Het moet ergens een plaats krijgen, maar de toponymie die in de Reynaert verwerkt is, kreeg al veel studaxen aan het dromen de exacte plaatsen waar de faicts et gestes van Reynaert en co zich afspeelden terug te vinden. Isidoor Teirlinck begon er al mee en later kwamen J.W. Muller, D.A. Stracke s.j. en Hellinga met mogelijke oplossingen voor de vraag waar de Reinaert zoal had rondgestruind. Het land van Waas, het Gentse of toch ergens in Sticht of Oversticht?

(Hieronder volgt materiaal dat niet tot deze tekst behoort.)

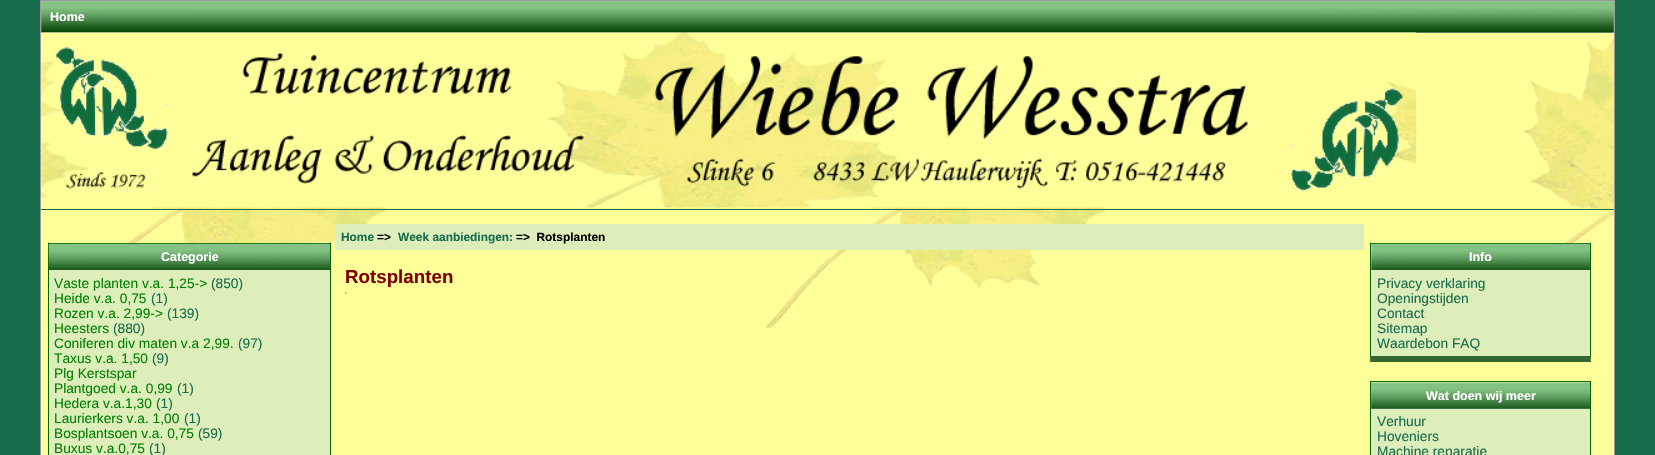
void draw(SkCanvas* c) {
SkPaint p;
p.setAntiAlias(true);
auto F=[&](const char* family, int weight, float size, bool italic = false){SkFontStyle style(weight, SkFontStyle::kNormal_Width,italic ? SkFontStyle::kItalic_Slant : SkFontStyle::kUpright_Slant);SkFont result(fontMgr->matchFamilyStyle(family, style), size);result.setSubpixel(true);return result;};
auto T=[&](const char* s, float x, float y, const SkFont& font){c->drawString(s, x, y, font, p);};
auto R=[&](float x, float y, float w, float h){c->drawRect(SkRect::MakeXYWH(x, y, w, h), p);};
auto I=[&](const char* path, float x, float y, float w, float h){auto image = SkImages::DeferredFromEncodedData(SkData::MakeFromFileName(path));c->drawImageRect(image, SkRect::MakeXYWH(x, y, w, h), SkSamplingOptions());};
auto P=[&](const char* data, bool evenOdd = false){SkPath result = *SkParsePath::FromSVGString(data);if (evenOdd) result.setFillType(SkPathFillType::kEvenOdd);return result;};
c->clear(0xff176c4b);
I("1.png",41,33,1573,422);
p.setStroke(true);
p.setStrokeWidth(1);
p.setColor(0xff9a9a9a);
c->drawRect(SkRect::MakeXYWH(40.5,.5,1574,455),p);
p.setStroke(false);
p.setColor(0xffabbbd3);
R(41,1,1573,32);
I("2.png",41,1,1573,32);
auto f1 = F("Liberation Sans",700,12.5);
p.setColor(0xffffffff);
T("Home",50,21,f1);
p.setColor(0xff176c4b);
R(41,209,1573,1);
I("3.png",41,32,1376,176);
p.setColor(0xff006400);
R(48,243,283,1);
c->drawPath(P("M331 242v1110l-1-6v-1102z"),p);
c->drawPath(P("M48 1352v-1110l1 2v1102z"),p);
I("4.png",48,243,282,27);
p.setColor(0xffffffff);
T("Categorie",161,261,f1);
p.setColor(0xffddeebb);
R(49,270,281,185);
auto f2 = F("Liberation Sans",400,13.75);
p.setColor(0xff008000);
T("Vaste planten v.a. 1,25->",54,288,f2);
p.setColor(0xff176c4b);
T("(850)",211,288,f2);
p.setColor(0xff008000);
T("Heide v.a. 0,75",54,303,f2);
p.setColor(0xff176c4b);
T("(1)",151,303,f2);
p.setColor(0xff008000);
T("Rozen v.a. 2,99->",54,318,f2);
p.setColor(0xff176c4b);
T("(139)",167,318,f2);
p.setColor(0xff008000);
T("Heesters",54,333,f2);
p.setColor(0xff176c4b);
T("(880)",113,333,f2);
p.setColor(0xff008000);
T("Coniferen div maten v.a 2,99.",54,348,f2);
p.setColor(0xff176c4b);
T("(97)",238,348,f2);
p.setColor(0xff008000);
T("Taxus v.a. 1,50",54,363,f2);
p.setColor(0xff176c4b);
T("(9)",152,363,f2);
p.setColor(0xff008000);
T("Plg Kerstspar",54,378,f2);
T("Plantgoed v.a. 0,99",54,393,f2);
p.setColor(0xff176c4b);
T("(1)",177,393,f2);
p.setColor(0xff008000);
T("Hedera v.a.1,30",54,408,f2);
p.setColor(0xff176c4b);
T("(1)",156,408,f2);
p.setColor(0xff008000);
T("Laurierkers v.a. 1,00",54,423,f2);
p.setColor(0xff176c4b);
T("(1)",184,423,f2);
p.setColor(0xff008000);
T("Bosplantsoen v.a. 0,75",54,438,f2);
p.setColor(0xff176c4b);
T("(59)",198,438,f2);
p.setColor(0xff008000);
T("Buxus v.a.0,75",54,453,f2);
p.setColor(0xff176c4b);
T("(1)",149,453,f2);
p.setColor(0xffddeebb);
R(335,224,1029,26);
auto f3 = F("Liberation Sans",700,11.9);
p.setColor(0xff176c4b);
T("Home",341,241,f3);
p.setColor(0xff000000);
T("=>",377,241,f3);
p.setColor(0xff176c4b);
T("Week aanbiedingen:",398,241,f3);
p.setColor(0xff000000);
T("=>  Rotsplanten",516,241,f3);
auto f4 = F("Liberation Sans",700,18.75);
p.setColor(0xff800000);
T("Rotsplanten",345,283,f4);
I("5.png",345,292,2,2);
p.setColor(0xff006400);
R(1370,243,221,1);
c->drawPath(P("M1591 242v120l-1-6v-112z"),p);
p.setColor(0xff336633);
c->drawPath(P("M1591 362h-221l1-6h219z"),p);
p.setColor(0xff006400);
c->drawPath(P("M1370 362v-120l1 2v112z"),p);
I("6.png",1371,243,219,27);
p.setColor(0xffffffff);
T("Info",1469,261,f1);
p.setColor(0xffddeebb);
R(1371,270,219,86);
p.setColor(0xff176c4b);
T("Privacy verklaring",1377,288,f2);
T("Openingstijden",1377,303,f2);
T("Contact",1377,318,f2);
T("Sitemap",1377,333,f2);
T("Waardebon FAQ",1377,348,f2);
p.setColor(0xff006400);
R(1370,381,221,1);
c->drawPath(P("M1591 381v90l-1-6v-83z"),p);
c->drawPath(P("M1370 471v-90l1 1v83z"),p);
p.setColor(0xffabbbd3);
R(1371,383,219,26);
I("7.png",1371,382,219,27);
p.setColor(0xffffffff);
T("Wat doen wij meer",1426,400,f1);
p.setColor(0xffddeebb);
R(1371,409,219,46);
p.setColor(0xff176c4b);
T("Verhuur",1377,426,f2);
T("Hoveniers",1377,441,f2);
T("Machine reparatie",1377,456,f2);
}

Zelfs de vragen over plaatsnamen blijkt wel eens andere agenda’s te verbergen, zoals in het geval van pater Stracke, die de Reinaert vroeger wilde plaatsen in de tijd, eerder ten tijde van Filips van den Elzas dan van Margareta van Vlaanderen. De consensus dat het land van Waas centraal zou staan als plaats van handeling, lijkt gevestigd, maar dan nog zijn er plaatsnamen, die nog altijd niet helemaal geduid.

 

Er waren ook dieren die hier wel leven natuurlijk en de vos is zeker prominent, als dief van kippen, maar blijkbaar lust de beer ook een kippetje, niet gebraden natuurlijk, zoals nog onlangs in Italië bleek. Toch weten de lezers en toehoorders, want wellicht werd de tekst vaak voorgelezen, zoals prof. Willaert deed bij de voorstelling van het boek in de Koninklijke Academie voor Nederlandse Taal- en Letterkunde, wat er allemaal gebeurt aan het hof van Nobel en in het Koningswoud in het land van Waas. Goed voorgelezen klinkt die verzen van Willem die Madoc maakte wel goed, beter dan men het zelf bij eerste lectuur kan doen klinken. Want het moet toch over de tekst gaan, meent de net op emeritaat gegane hoogleraar, niet om de roep van de tekst. Velen hebben sinds de 13de eeuw de tekst met de streken van Reinaert hun eigen ding gedaan, zeker na de herontdekking – als men het zo mag noemen – in de 18de eeuw, werd Reinaert een embleem voor de tedere anarchist, zoals Louis Paul Boon hem presenteerde, voor de strijdende Vlaamsgezinden ook. Nog Anton van Wilderode wist zijn studenten te enthousiasmeren, op zich al een prestatie, want het lijkt haast een kinderverhaal, tot men de inleiding goed gelezen heeft. Dit hele boek overigens laat de charme zien van het aandachtig en geconcentreerd lezen van teksten.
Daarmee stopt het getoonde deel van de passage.